We entered the breezy, spacious room at the sunny hour of 9am. Now, for some of us, mornings on the weekend are slow-to-warm-up, being nocturnals; however, this particular Saturday and Sunday were designated for something rather historic, and not to be pre-empted by any long-standing penchant for sleep.
Ten of us had gathered to make the first in what promised to be a series of recordings of what we all considered our living: making music. But, this was neither your standard cover band gig, nor even a list of symphonic masterworks; rather, this was music likely never before recorded, perhaps ever, and probably not even heard for over a century – yet, in its day, heard by everyone who ever attended a movie in a theater.

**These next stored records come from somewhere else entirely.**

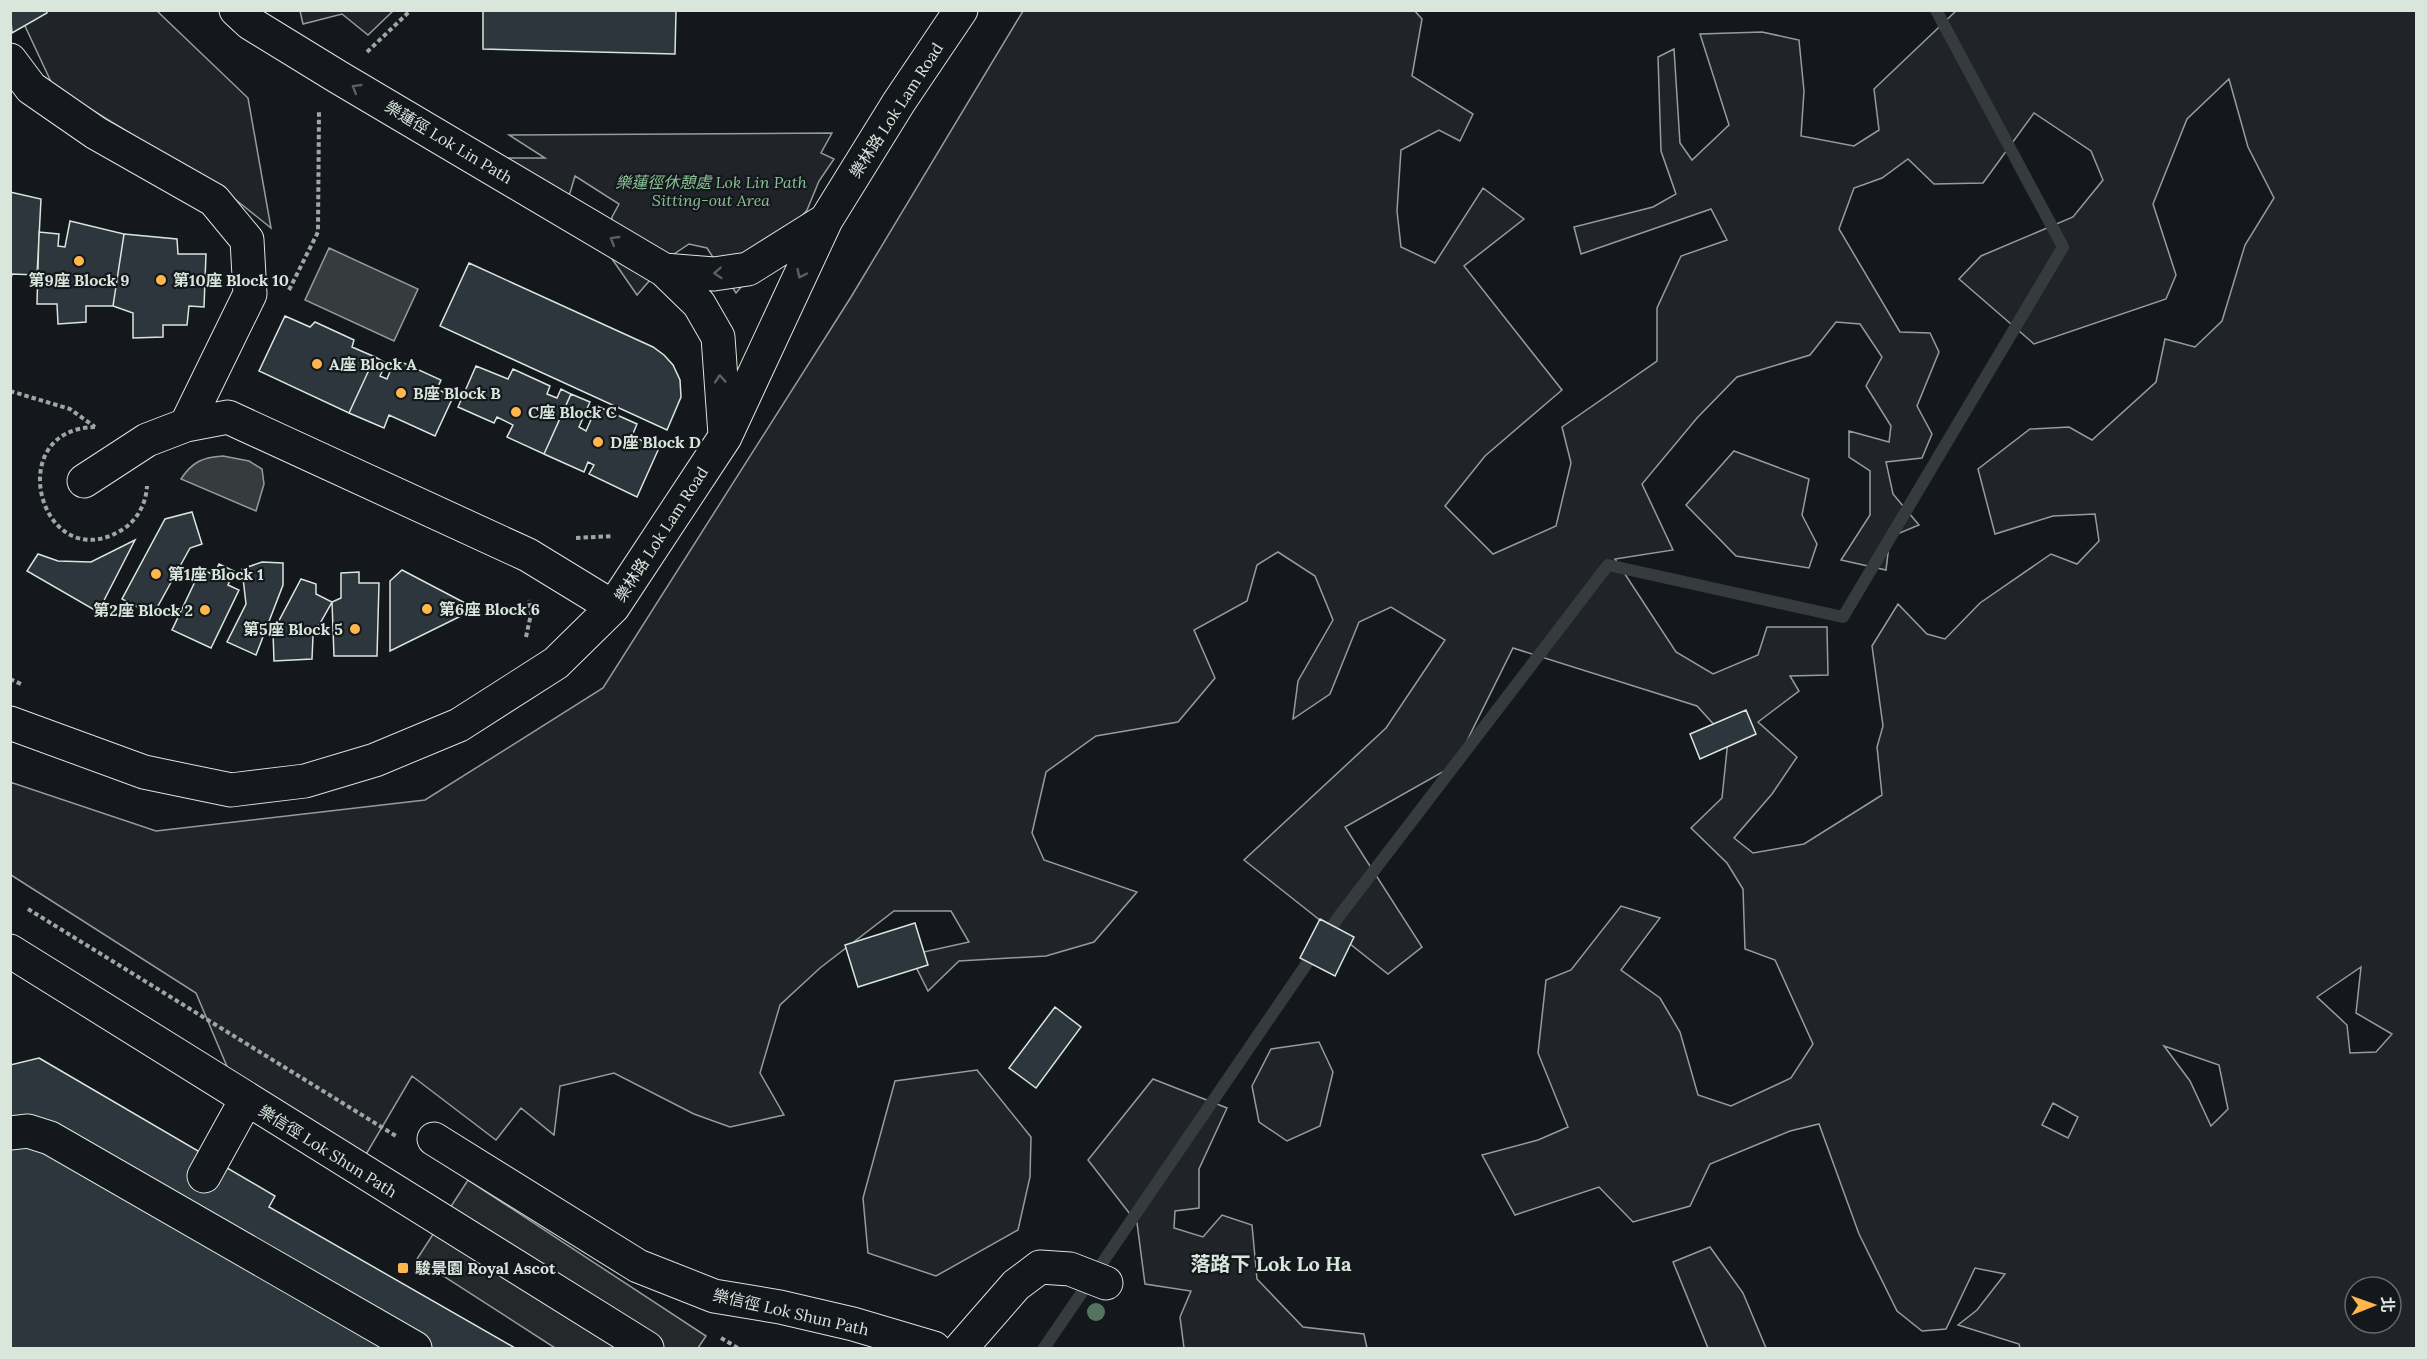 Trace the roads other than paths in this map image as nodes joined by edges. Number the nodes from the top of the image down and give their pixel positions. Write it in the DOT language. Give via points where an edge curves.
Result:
graph roads {
  1 [pos="236,10"];
  2 [pos="961,10"];
  3 [pos="10,60"];
  4 [pos="826,220"];
  5 [pos="664,270"];
  6 [pos="186,425"];
  7 [pos="725,437"];
  8 [pos="84,481"];
  9 [pos="613,607"];
  10 [pos="10,723"];
  11 [pos="10,951"];
  12 [pos="246,1100"];
  13 [pos="10,1132"];
  14 [pos="434,1139"];
  15 [pos="204,1176"];
  16 [pos="1106,1283"];
  17 [pos="415,1348"];
  18 [pos="647,1348"];
  19 [pos="934,1348"];
  20 [pos="961,1348"];
  5 -- 1 [label="street, 樂蓮徑 Lok Lin Path, one-way" via="338,77 250,23"];
  2 -- 4 [label="street, 樂林路 Lok Lam Road"];
  3 -- 6 [label="street" via="31,88 96,133 214,200 246,240 250,294"];
  4 -- 5 [label="street, 樂蓮徑 Lok Lin Path, one-way" via="748,270 714,274"];
  4 -- 7 [label="street, 樂林路 Lok Lam Road, one-way"];
  7 -- 5 [label="street, 樂蓮徑 Lok Lin Path, one-way" via="718,337 699,304"];
  6 -- 8 [label="street, 樂林路 Lok Lam Road" via="147,440"];
  6 -- 9 [label="street, 樂林路 Lok Lam Road" via="228,417 248,424 528,555"];
  7 -- 9 [label="street, 樂林路 Lok Lam Road"];
  9 -- 10 [label="street" via="556,663 459,725 375,760 305,781 231,790 144,772"];
  11 -- 12 [label="street, 樂信徑 Lok Shun Path"];
  12 -- 15 [label="street"];
  12 -- 18 [label="street, 樂信徑 Lok Shun Path"];
  13 -- 17 [label="street" via="28,1131 50,1138"];
  14 -- 19 [label="street, 樂信徑 Lok Shun Path" via="638,1266 714,1296 853,1324"];
  16 -- 20 [label="street" via="1070,1269 1040,1267 1016,1285"];
} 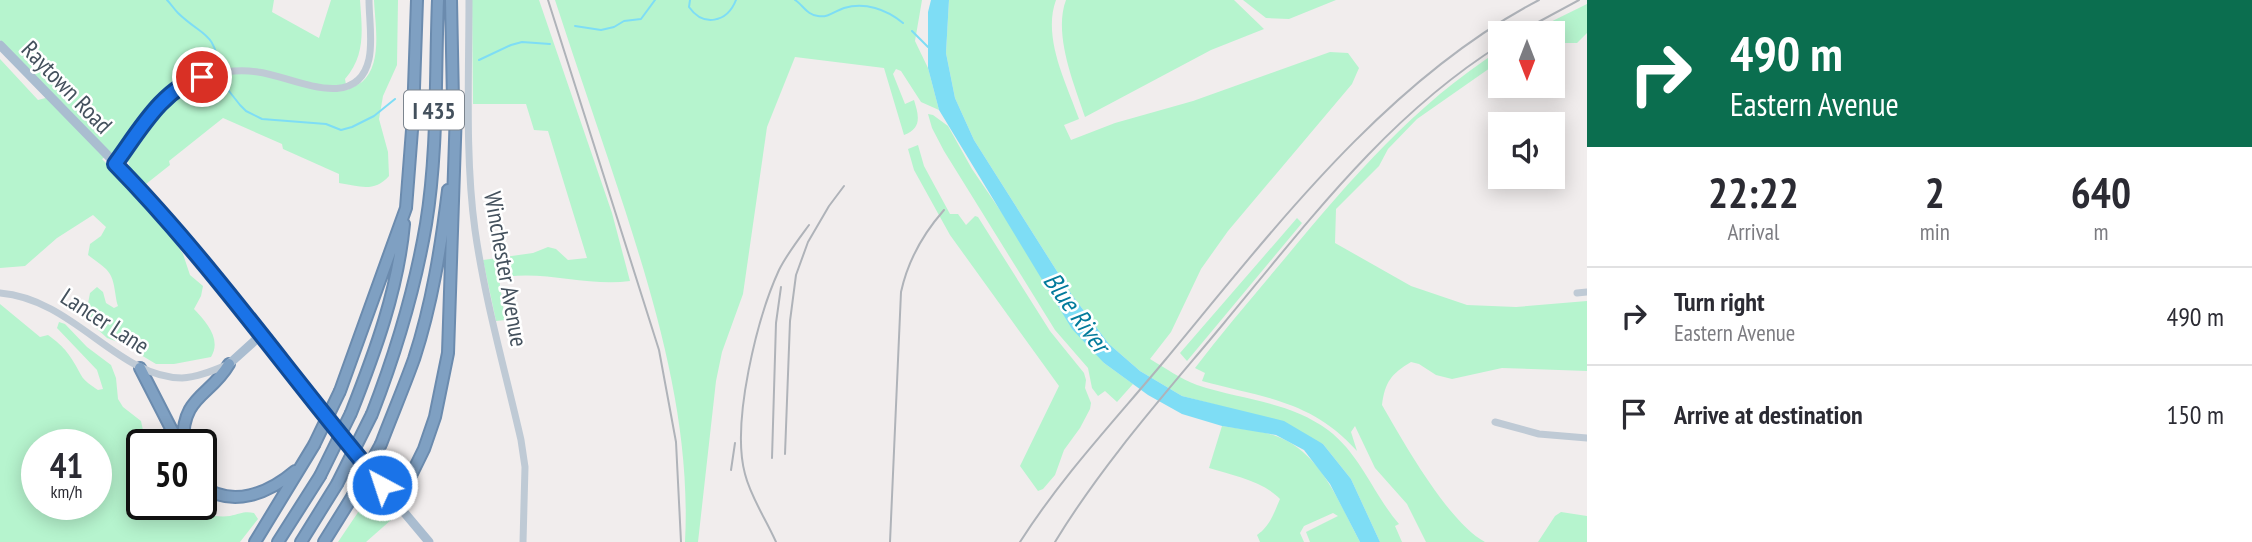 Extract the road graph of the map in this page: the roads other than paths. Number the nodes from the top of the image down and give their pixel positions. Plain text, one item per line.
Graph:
1 (369, 0) edge
2 (417, 0) edge
3 (438, 0) edge
4 (450, 0) edge
5 (469, 0) edge
6 (0, 45) edge
7 (453, 101) junction
8 (115, 164) junction
9 (406, 208) junction
10 (1587, 292) edge
11 (0, 293) edge
12 (1577, 293) dead end
13 (260, 335) junction
14 (229, 364) junction
15 (140, 369) junction
16 (1495, 422) dead end
17 (173, 429) edge
18 (184, 429) edge
19 (1587, 438) edge
20 (300, 467) junction
21 (217, 493) edge
22 (397, 504) junction
23 (255, 542) edge
24 (278, 542) edge
25 (300, 542) edge
26 (324, 542) edge
27 (429, 542) edge
28 (523, 542) edge

1 - 8 street
2 - 9 highway, I 435
3 - 25 highway, I 435, bridge
4 - 7 highway
5 - 28 street, Winchester Avenue
6 - 8 main road, Raytown Road
7 - 22 highway
7 - 26 highway, bridge
8 - 13 main road, Raytown Road
9 - 20 highway, bridge
9 - 24 highway, I 435, bridge
10 - 12 street
11 - 15 street, Lancer Lane
13 - 14 main road, Lancer Lane
13 - 22 main road, Raytown Road
14 - 15 street, Lancer Lane
14 - 18 highway
15 - 17 highway
16 - 19 street
20 - 21 highway
20 - 23 highway
22 - 27 main road, Raytown Road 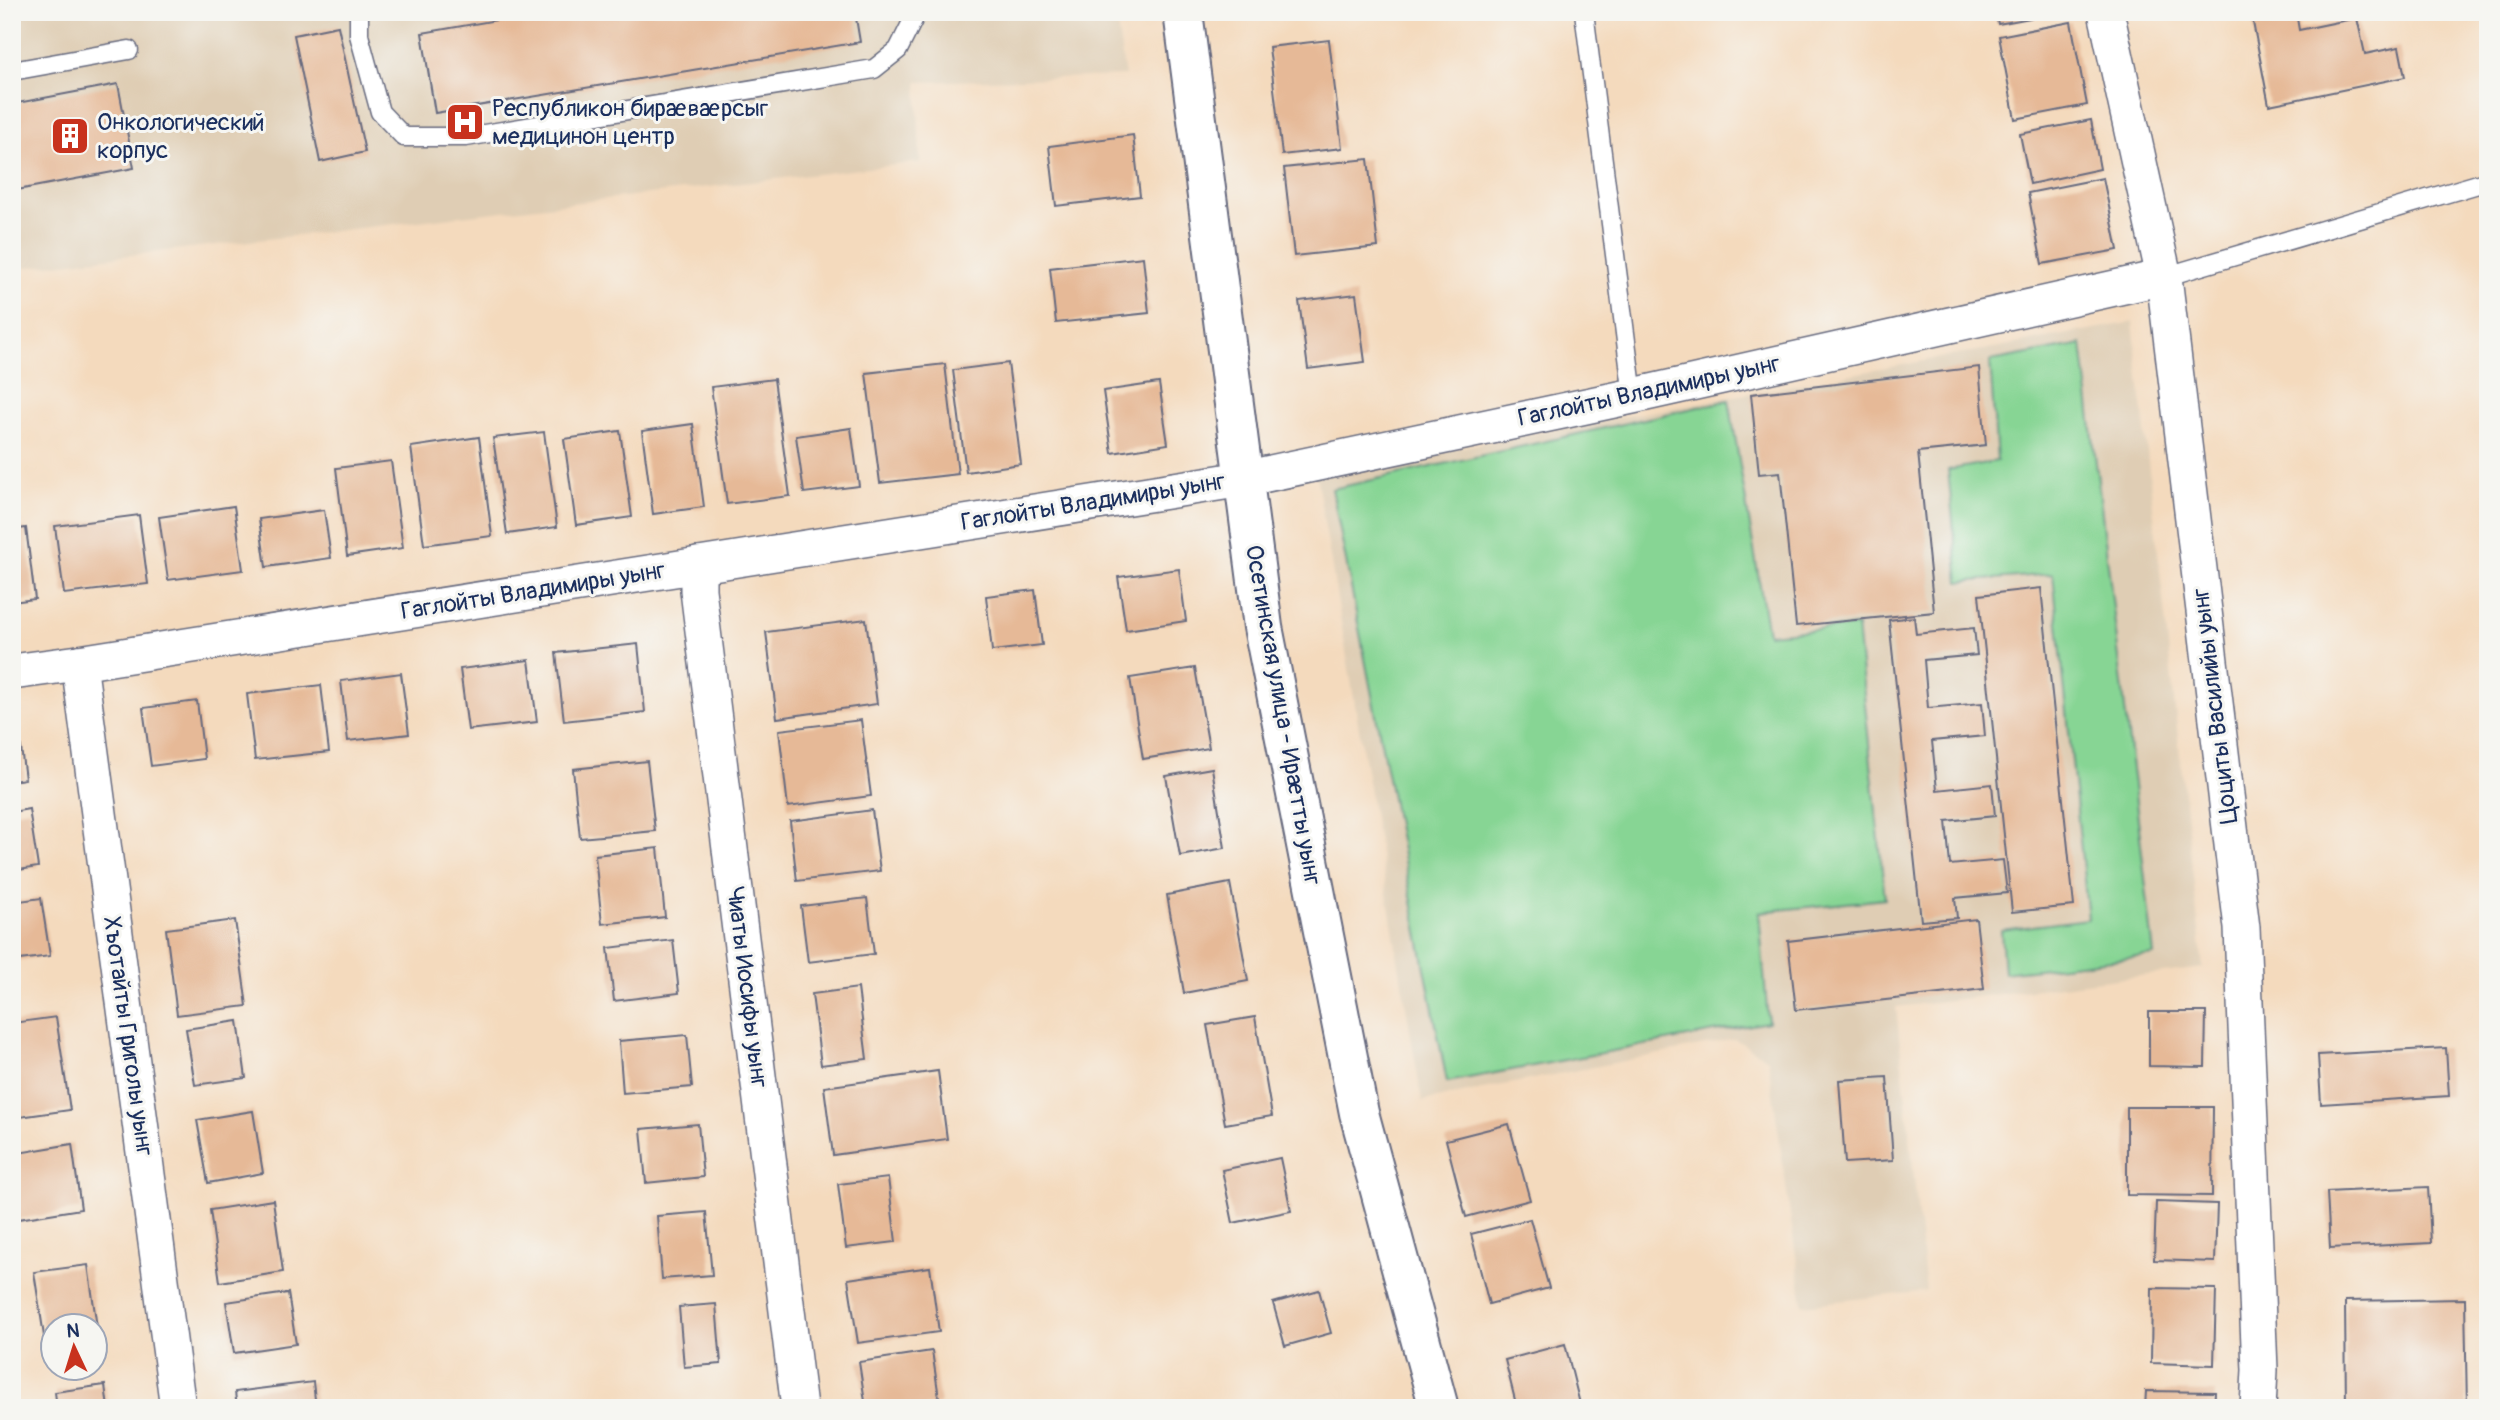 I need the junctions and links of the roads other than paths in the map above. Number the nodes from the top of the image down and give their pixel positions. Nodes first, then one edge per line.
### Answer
1 (359, 12) edge
2 (917, 12) edge
3 (1183, 12) edge
4 (1584, 12) edge
5 (2106, 12) edge
6 (129, 50) dead end
7 (12, 71) edge
8 (2488, 181) edge
9 (2164, 277) junction
10 (1633, 396) junction
11 (1243, 479) junction
12 (698, 565) junction
13 (79, 663) junction
14 (12, 672) edge
15 (178, 1408) edge
16 (799, 1408) edge
17 (1439, 1408) edge
18 (2258, 1408) edge

1 - 2 lane
3 - 11 street, Осетинская улица - Ирæтты уынг
4 - 10 lane
5 - 9 street, Цоциты Василийы уынг
6 - 7 lane
8 - 9 lane
9 - 10 street, Гаглойты Владимиры уынг
9 - 18 street, Цоциты Василийы уынг
10 - 11 street, Гаглойты Владимиры уынг
11 - 12 street, Гаглойты Владимиры уынг
11 - 17 street, Осетинская улица - Ирæтты уынг
12 - 13 street, Гаглойты Владимиры уынг
12 - 16 street, Чиаты Иосифы уынг
13 - 14 street, Гаглойты Владимиры уынг
13 - 15 street, Хъотайты Григолы уынг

These were the first fourteen film underscorings of J.S. Zamecnik, a name none of us would have ever heard spoken from the podium of an Emmy or Academy Award ceremony. This man was the oracle for every mood generated by a silent film short. “In short” …..he was the music.
From the top, we laid down track after track of every human emotion ever represented by actors on a screen: Terror, Surprise, Impending Danger, Remorse, Sorrow, Pity, Dejection, Sudden Attack by Hideous Monsters, Struggle, Confusion, Defiance…Visions, Dark Mystery; every act both for and against mankind: Treachery, Smuggling, Conspiracy, Evil Plotting, Magic, Rioting, Mob Scenes, and Duels……Windstorms, Sandstorms, Battle Scenes….and, trips to the exotic: Egypt, Greece, the Wild West, and the depths of Fantasy….
….by the end of our ten hour trek through the earliest movies, as we headed outside for a group photo on the steps of Gannon’s Old Main, we were quietly conscious of having touched the face of American cinematic history. Perhaps Mr. Zamecnik, an unknown even in his time, was there with us…happy to be present at his own revival.